Across the records below, how many lines include the word "大學路一段"? State only the number.

***

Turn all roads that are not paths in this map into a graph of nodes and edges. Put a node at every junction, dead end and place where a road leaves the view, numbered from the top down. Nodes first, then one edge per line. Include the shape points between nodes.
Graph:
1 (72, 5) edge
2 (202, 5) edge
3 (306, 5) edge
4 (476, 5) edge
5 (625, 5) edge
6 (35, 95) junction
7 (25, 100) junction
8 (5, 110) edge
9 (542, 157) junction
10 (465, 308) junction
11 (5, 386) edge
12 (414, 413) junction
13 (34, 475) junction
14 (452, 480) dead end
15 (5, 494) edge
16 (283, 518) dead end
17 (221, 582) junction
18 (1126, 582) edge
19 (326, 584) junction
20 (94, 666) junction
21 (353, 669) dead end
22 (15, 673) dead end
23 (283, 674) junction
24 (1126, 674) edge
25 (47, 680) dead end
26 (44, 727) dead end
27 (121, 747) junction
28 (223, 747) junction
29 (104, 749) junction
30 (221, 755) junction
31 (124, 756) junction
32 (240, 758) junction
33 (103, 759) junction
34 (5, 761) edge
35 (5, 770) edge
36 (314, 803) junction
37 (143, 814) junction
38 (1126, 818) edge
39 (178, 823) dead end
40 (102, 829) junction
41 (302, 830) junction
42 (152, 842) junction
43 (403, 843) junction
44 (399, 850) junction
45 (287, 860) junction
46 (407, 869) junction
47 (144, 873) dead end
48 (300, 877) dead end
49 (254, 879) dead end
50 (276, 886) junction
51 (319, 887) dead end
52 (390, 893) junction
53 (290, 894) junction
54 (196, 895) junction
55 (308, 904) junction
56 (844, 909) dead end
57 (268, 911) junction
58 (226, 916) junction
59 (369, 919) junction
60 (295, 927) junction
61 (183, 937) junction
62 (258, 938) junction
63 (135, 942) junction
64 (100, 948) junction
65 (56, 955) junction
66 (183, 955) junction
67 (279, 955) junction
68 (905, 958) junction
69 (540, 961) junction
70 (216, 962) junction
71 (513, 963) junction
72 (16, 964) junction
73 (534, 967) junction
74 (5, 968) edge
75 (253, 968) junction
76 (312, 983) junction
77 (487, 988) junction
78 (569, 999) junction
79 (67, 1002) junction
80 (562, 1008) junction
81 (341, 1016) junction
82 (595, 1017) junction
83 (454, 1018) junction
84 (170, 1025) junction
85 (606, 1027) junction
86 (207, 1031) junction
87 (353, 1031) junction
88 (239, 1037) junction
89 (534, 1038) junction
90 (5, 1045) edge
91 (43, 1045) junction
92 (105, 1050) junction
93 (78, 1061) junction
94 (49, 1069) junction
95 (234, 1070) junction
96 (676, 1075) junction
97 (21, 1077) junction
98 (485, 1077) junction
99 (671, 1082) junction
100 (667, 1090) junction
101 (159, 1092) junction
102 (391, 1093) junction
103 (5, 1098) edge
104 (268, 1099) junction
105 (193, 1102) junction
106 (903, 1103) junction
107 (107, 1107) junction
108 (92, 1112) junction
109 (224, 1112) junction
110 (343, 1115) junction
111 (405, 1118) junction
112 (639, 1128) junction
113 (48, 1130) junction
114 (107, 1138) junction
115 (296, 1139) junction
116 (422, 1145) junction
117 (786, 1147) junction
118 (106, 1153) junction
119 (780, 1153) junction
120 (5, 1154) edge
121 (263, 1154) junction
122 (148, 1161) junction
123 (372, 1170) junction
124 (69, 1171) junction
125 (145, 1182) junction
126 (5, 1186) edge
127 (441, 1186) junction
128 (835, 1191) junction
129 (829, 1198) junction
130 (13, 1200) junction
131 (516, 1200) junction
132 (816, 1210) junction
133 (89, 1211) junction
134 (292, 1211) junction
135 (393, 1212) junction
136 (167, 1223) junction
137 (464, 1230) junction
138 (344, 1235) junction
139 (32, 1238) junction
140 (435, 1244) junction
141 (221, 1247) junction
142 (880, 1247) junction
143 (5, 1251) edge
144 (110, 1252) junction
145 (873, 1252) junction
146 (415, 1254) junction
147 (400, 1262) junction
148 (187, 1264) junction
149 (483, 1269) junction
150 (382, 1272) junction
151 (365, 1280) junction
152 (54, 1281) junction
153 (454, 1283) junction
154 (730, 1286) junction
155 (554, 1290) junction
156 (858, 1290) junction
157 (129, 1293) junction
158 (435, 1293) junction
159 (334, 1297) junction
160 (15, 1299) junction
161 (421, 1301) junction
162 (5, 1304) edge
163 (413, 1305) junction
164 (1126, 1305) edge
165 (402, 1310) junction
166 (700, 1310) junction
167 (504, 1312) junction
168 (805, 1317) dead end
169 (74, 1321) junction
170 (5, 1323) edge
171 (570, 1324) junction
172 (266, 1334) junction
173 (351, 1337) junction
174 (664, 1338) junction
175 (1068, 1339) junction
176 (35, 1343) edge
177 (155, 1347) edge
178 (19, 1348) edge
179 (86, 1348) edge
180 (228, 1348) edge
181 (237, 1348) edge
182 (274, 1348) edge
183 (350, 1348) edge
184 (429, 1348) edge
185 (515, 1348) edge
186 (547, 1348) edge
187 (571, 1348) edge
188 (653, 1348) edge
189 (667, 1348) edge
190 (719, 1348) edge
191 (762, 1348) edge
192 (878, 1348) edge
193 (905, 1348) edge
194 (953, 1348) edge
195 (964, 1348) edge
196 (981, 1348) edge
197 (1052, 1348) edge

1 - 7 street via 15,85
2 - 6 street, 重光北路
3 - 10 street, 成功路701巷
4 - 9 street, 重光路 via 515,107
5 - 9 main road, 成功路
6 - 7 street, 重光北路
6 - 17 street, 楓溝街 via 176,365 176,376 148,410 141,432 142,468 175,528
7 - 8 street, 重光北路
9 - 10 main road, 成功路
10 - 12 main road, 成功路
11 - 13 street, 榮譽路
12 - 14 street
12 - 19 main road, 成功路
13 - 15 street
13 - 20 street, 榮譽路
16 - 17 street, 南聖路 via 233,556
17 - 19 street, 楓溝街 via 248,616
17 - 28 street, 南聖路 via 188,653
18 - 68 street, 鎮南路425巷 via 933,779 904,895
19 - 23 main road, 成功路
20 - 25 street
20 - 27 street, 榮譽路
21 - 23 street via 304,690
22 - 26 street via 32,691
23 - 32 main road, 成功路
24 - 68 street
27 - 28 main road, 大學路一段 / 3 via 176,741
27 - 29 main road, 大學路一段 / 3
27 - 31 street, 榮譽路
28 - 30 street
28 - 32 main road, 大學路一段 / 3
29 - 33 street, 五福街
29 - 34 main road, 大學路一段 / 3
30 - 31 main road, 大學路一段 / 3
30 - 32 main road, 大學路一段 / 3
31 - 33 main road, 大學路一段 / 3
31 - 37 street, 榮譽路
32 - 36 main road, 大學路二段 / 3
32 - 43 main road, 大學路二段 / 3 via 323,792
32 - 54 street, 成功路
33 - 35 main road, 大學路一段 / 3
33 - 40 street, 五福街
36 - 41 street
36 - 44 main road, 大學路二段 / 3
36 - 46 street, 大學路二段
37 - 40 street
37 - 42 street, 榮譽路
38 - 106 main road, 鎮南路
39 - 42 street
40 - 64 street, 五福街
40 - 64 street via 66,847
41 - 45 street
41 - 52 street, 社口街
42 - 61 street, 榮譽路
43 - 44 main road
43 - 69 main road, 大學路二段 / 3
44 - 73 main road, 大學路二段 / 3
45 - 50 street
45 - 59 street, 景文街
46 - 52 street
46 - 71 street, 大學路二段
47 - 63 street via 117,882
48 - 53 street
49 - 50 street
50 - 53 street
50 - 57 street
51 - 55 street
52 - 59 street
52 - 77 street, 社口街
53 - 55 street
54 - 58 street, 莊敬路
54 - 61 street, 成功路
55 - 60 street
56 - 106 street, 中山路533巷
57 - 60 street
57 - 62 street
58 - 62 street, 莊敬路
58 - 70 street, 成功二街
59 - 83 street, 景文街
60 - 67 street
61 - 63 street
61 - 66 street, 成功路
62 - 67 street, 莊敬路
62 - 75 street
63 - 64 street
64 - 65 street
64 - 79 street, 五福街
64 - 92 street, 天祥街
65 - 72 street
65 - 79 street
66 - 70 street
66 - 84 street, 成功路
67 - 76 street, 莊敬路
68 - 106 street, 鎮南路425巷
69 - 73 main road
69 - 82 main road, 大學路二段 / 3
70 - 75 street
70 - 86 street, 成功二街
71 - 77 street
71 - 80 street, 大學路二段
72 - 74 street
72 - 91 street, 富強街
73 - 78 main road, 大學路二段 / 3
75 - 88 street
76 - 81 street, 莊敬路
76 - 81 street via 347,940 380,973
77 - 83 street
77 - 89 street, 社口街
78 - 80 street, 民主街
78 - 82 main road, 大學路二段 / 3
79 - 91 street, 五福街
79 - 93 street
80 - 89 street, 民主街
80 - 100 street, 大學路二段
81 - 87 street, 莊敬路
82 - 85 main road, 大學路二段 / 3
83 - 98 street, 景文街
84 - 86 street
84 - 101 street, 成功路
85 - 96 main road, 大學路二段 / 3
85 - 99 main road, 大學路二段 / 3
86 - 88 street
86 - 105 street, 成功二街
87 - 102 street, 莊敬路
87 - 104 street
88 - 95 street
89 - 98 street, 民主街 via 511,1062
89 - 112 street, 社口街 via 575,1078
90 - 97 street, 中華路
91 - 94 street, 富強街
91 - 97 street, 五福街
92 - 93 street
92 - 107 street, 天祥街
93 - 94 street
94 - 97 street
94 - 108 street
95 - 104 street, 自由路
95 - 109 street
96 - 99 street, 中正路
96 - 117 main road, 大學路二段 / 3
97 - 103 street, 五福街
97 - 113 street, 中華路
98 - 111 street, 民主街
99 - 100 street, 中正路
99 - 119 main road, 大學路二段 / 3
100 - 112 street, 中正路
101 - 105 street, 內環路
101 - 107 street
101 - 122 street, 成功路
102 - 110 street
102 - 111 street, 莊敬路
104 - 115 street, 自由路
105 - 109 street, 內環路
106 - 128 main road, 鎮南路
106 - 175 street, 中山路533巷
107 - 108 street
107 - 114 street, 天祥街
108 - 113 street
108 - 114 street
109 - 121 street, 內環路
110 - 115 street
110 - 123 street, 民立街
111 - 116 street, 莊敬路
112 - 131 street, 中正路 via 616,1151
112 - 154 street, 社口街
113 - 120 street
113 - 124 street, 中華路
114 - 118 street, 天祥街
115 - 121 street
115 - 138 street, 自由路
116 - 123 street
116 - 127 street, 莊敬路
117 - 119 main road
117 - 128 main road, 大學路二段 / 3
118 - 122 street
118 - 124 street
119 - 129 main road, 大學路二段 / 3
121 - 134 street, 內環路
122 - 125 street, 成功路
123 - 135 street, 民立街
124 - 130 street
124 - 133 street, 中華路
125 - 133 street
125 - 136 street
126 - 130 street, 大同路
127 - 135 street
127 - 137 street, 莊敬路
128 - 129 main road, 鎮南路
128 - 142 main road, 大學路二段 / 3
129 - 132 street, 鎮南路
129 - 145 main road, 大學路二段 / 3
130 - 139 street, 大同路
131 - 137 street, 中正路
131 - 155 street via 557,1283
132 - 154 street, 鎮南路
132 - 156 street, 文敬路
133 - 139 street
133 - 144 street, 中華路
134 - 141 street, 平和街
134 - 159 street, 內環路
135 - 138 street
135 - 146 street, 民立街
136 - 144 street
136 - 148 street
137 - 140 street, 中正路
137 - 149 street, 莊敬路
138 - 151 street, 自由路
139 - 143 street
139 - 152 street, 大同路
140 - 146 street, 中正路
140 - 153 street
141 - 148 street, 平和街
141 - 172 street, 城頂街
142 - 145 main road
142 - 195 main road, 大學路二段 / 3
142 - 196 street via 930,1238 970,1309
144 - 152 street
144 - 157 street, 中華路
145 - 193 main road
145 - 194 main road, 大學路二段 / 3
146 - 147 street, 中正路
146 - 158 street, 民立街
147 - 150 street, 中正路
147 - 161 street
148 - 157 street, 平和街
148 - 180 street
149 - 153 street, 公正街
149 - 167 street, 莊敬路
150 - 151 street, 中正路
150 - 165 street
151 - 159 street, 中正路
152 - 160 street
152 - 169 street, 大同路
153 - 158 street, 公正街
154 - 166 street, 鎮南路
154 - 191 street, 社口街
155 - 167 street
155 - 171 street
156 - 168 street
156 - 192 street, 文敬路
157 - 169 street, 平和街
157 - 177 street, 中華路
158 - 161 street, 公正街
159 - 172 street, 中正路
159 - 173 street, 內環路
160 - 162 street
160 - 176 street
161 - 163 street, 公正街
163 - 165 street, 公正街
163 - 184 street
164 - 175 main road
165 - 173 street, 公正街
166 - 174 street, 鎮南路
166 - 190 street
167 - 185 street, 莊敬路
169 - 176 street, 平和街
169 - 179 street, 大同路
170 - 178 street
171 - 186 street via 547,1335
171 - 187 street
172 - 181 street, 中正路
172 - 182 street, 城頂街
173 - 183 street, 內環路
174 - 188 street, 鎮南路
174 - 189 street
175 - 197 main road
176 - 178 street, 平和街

***

▶ Answer box: 8